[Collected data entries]
"""

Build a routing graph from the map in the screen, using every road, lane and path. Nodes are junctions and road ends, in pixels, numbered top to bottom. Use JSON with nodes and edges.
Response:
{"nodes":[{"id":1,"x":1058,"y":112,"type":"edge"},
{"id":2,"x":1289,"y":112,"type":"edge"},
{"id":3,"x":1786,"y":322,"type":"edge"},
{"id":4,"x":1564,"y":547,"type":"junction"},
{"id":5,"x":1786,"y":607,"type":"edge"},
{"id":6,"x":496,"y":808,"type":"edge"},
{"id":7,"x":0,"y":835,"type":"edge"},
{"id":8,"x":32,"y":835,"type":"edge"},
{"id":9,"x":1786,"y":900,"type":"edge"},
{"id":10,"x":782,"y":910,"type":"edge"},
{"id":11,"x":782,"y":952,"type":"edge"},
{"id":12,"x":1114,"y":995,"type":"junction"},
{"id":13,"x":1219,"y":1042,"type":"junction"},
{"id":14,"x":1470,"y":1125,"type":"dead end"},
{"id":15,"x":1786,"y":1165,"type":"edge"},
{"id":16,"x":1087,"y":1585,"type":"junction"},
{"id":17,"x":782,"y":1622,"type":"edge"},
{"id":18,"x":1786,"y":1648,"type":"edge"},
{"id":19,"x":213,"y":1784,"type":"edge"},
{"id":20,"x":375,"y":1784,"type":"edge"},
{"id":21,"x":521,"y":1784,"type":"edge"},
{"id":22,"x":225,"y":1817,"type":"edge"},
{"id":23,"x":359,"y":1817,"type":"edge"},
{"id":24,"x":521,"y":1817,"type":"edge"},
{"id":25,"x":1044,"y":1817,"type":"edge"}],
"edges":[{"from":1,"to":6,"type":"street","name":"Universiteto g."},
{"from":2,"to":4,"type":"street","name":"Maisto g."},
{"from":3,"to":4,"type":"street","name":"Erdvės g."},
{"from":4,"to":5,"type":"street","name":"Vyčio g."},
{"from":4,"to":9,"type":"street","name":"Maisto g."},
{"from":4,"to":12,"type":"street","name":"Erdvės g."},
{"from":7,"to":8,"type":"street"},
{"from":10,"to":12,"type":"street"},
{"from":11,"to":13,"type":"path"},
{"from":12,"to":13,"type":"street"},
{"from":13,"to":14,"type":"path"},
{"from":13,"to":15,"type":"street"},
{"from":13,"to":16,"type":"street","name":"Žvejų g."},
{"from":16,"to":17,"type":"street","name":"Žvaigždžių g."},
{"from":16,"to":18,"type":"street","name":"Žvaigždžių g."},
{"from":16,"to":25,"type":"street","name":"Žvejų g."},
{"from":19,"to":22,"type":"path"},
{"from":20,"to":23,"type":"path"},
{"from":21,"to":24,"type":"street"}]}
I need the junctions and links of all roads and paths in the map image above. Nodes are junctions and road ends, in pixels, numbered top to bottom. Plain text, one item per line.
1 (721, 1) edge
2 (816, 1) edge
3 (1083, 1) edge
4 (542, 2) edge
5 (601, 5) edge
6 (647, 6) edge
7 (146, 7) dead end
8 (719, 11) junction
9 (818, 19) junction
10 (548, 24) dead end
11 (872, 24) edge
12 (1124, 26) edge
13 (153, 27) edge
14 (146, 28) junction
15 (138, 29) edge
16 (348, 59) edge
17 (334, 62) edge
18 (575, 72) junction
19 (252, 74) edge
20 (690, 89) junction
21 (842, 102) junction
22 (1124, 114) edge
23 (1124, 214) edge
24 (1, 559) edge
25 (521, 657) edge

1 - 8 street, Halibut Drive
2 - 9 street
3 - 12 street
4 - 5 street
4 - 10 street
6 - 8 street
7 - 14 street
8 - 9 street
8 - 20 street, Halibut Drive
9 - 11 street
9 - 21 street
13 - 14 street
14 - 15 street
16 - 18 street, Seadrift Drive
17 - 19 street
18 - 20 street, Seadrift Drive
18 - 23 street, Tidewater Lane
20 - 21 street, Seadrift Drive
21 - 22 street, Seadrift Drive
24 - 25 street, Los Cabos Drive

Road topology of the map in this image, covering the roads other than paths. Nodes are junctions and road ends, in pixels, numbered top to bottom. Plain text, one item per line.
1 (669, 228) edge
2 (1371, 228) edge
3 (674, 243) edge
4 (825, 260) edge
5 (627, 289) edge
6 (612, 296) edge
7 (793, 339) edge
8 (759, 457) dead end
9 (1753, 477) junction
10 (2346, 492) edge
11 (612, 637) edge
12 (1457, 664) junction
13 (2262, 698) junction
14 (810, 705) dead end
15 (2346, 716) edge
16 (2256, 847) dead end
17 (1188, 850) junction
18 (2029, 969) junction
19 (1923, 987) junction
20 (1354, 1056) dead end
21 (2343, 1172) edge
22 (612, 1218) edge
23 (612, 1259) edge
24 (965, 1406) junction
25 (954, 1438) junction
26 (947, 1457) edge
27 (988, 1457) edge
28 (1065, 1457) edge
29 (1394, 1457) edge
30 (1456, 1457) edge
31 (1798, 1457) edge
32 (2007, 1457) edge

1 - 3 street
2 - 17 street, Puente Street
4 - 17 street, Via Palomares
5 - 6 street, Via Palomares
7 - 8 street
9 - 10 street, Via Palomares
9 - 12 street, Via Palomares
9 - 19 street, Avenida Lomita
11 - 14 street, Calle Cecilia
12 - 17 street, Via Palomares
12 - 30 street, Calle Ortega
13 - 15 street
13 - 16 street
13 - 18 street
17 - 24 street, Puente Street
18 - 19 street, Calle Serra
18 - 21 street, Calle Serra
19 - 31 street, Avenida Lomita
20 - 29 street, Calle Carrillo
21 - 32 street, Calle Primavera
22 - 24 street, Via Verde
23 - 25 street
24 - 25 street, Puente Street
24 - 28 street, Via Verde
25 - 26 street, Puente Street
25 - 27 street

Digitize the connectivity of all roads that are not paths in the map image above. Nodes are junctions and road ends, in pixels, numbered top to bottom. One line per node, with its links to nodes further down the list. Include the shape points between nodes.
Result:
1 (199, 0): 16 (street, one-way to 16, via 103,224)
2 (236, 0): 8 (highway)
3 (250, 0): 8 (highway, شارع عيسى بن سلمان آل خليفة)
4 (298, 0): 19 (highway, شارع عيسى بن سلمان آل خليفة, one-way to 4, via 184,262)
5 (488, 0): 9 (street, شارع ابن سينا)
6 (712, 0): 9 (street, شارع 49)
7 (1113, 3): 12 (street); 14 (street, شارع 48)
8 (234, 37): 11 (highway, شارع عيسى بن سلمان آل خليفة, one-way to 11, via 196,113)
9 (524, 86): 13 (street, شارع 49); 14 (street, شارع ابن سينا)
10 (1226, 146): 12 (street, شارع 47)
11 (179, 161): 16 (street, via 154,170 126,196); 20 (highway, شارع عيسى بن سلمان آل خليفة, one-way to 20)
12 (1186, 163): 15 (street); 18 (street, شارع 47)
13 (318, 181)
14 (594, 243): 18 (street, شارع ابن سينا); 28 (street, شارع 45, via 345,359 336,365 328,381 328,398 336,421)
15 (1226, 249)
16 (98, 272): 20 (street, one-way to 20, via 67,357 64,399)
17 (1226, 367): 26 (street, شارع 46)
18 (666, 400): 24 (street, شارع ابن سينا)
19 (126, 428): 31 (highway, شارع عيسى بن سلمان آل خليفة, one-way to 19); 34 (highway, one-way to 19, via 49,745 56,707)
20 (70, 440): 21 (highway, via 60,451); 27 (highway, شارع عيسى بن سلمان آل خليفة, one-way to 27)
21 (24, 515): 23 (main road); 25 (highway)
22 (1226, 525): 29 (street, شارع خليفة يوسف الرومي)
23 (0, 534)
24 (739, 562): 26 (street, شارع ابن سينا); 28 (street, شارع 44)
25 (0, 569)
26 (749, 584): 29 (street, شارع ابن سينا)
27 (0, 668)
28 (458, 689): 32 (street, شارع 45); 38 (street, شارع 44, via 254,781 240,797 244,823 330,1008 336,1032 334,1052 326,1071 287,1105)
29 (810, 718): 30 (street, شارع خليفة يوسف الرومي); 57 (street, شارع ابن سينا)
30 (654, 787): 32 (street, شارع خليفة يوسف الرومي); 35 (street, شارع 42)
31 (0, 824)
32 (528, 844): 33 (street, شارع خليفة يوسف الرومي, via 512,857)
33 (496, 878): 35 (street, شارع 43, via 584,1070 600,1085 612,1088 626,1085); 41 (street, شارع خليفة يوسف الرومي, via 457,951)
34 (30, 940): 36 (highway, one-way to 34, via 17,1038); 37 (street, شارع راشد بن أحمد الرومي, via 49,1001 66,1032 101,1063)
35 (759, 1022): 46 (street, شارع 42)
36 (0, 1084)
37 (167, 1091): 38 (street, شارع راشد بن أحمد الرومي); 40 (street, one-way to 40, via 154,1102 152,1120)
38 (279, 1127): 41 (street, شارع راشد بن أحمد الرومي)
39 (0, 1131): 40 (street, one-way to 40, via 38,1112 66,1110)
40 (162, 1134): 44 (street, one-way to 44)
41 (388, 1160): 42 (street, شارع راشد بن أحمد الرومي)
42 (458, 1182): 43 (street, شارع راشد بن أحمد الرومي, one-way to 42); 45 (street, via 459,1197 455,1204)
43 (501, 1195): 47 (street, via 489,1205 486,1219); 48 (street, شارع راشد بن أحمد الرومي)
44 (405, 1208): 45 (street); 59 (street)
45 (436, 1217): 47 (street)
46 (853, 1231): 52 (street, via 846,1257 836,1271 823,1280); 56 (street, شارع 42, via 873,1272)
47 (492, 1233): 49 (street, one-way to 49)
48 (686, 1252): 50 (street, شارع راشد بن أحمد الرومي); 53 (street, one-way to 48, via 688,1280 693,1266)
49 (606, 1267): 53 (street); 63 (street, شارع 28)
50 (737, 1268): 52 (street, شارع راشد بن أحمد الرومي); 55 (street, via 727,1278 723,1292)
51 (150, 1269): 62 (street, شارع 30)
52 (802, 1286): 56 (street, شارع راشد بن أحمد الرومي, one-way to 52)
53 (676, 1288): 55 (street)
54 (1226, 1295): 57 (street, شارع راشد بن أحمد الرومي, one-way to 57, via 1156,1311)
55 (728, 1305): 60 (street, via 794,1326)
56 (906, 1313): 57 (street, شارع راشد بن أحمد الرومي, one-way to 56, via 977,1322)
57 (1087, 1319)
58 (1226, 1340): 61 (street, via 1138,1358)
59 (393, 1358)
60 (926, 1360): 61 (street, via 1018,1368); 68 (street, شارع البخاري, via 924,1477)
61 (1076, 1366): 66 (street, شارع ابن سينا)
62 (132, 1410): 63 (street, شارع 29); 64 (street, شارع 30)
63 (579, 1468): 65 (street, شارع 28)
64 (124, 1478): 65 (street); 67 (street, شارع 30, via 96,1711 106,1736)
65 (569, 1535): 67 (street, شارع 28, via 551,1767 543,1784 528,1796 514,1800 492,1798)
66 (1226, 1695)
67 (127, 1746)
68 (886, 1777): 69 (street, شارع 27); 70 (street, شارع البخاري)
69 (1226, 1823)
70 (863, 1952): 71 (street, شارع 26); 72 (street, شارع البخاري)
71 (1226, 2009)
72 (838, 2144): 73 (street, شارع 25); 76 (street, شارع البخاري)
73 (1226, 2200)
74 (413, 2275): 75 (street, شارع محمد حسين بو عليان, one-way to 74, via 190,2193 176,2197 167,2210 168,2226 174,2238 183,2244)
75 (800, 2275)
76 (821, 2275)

"""

_What you are asked to do_
Wherever the string "Lomita" appears in the data above, copy the line it sits in.

_Response for this exercise_
9 - 19 street, Avenida Lomita
19 - 31 street, Avenida Lomita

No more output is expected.